Higgins Tara, Menditto Melissa A, Katartzis Stephanie, Matson Kelly L
Department of Pharmacy (TH), UF Health Shands Hospital, Gainesville, FL.
University of Rhode Island, College of Pharmacy (MAM, SK, KLM), Kingston, RI.
J Pediatr Pharmacol Ther. 2022;27(3):206-213. doi: 10.5863/1551-6776-27.3.206. Epub 2022 Mar 21.
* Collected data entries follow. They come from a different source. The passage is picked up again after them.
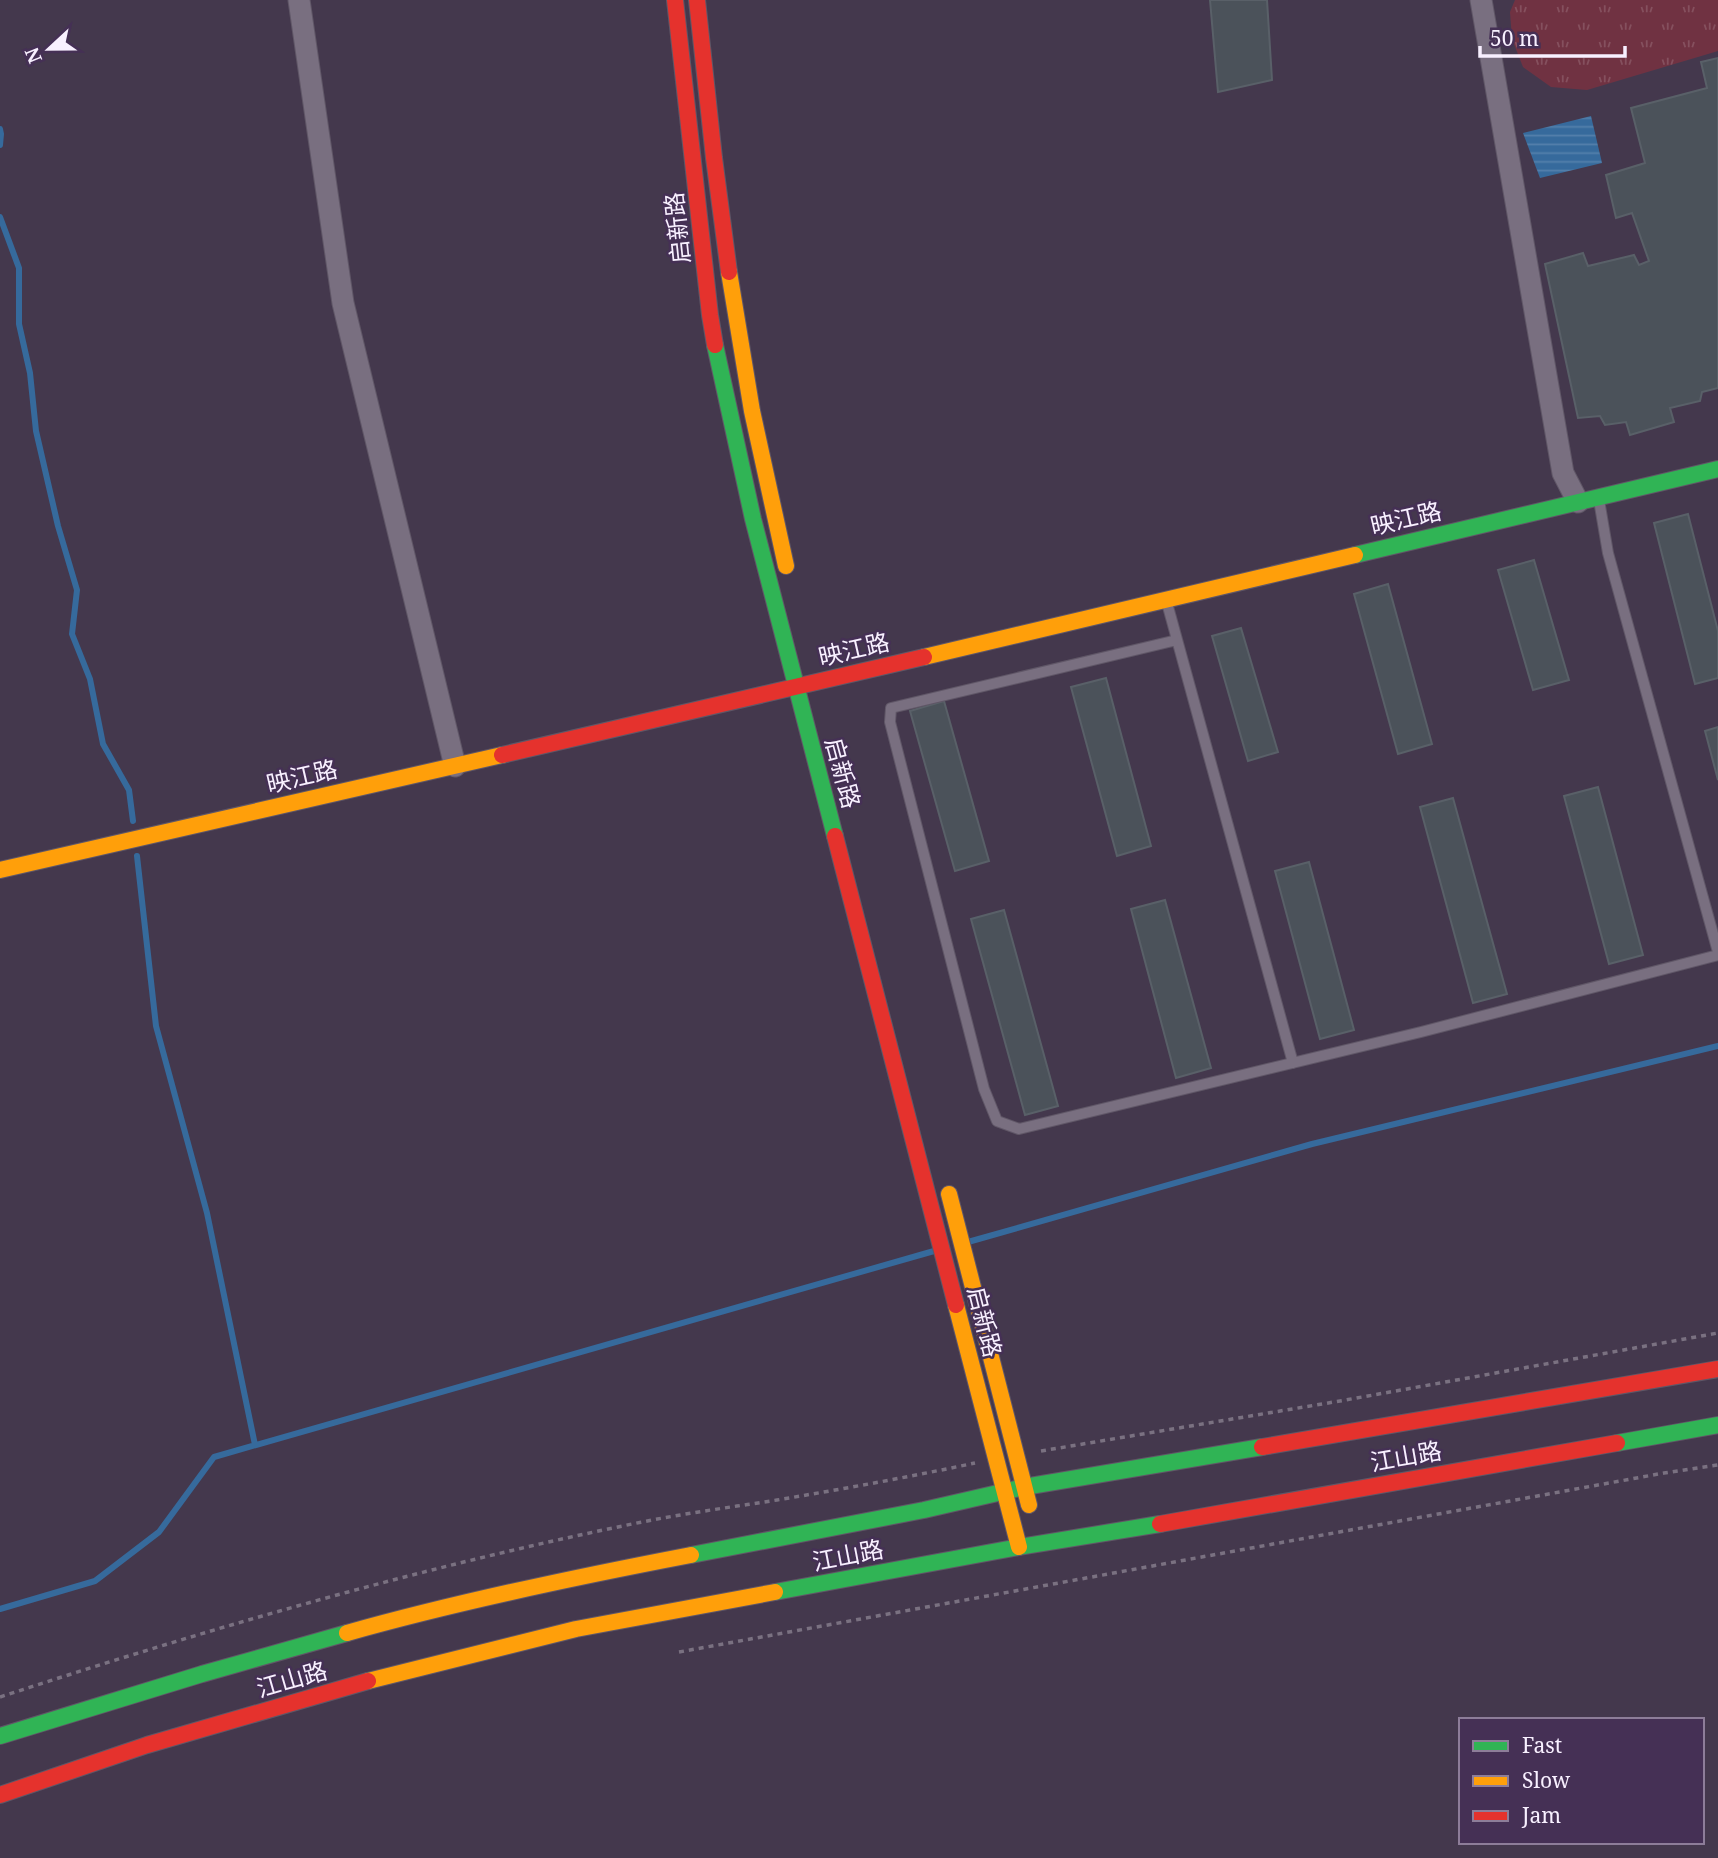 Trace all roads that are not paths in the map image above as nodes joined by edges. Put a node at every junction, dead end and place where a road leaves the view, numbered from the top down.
1 (299, 0) edge
2 (675, 0) edge
3 (697, 0) edge
4 (1481, 0) edge
5 (1718, 469) edge
6 (1588, 500) junction
7 (790, 581) dead end
8 (1166, 599) junction
9 (1177, 640) junction
10 (796, 687) junction
11 (455, 766) junction
12 (0, 870) edge
13 (1718, 953) edge
14 (1293, 1063) junction
15 (948, 1190) dead end
16 (1718, 1369) edge
17 (1718, 1425) edge
18 (1024, 1487) junction
19 (1004, 1492) junction
20 (1036, 1533) junction
21 (1019, 1547) junction
22 (0, 1736) edge
23 (0, 1795) edge

1 - 11 street
2 - 10 street, 启新路
3 - 7 street, 启新路
4 - 6 street
5 - 6 street, 映江路
6 - 8 street, 映江路
6 - 13 lane
8 - 9 lane
8 - 10 street, 映江路
9 - 14 lane
9 - 14 lane
10 - 11 street, 映江路
10 - 19 street, 启新路
11 - 12 street, 映江路
13 - 14 lane
15 - 18 street, 启新路
16 - 18 street, 江山路
17 - 20 street, 江山路
18 - 19 street, 江山路
18 - 20 street, 启新路
19 - 21 street, 启新路
19 - 22 street, 江山路
20 - 21 street, 江山路
21 - 23 street, 江山路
Sickle cell disease is a chronic and life-limiting disorder. Approximately 100,000 Americans are affected with sickle cell disease with most being African Americans. Newborn screening for sickle cell is available in the United States, leading to early detection and management of the disease beginning in infancy. According to the 2014 National Heart, Lung, and Blood Institute sickle cell disease guidelines, supportive care has been primary management of sickle cell disease, with hydroxyurea being the only FDA-approved, disease-modifying pharmacotherapy available and allogeneic hematopoietic stem cell transplant the only cure. Since 2017, three new disease-modifying therapies have been approved by the FDA: L-glutamine, crizanlizumab, and voxelotor. This review will discuss pertinent trials, dosing, interactions, side effects, access, cost, and their role in sickle cell management.
镰状细胞病是一种慢性且危及生命的疾病。大约10万美国人患有镰状细胞病,其中大多数是非裔美国人。美国可进行镰状细胞病的新生儿筛查,从而在婴儿期就开始对该疾病进行早期检测和管理。根据2014年美国国立心肺血液研究所的镰状细胞病指南,支持性治疗一直是镰状细胞病的主要治疗方式,羟基脲是唯一获得美国食品药品监督管理局(FDA)批准的、可改变疾病进程的药物疗法,而异基因造血干细胞移植是唯一的治愈方法。自2017年以来,FDA已批准了三种新的疾病修饰疗法:L-谷氨酰胺、crizanlizumab和voxelotor。本综述将讨论相关试验、剂量、相互作用、副作用、可及性、成本及其在镰状细胞病管理中的作用。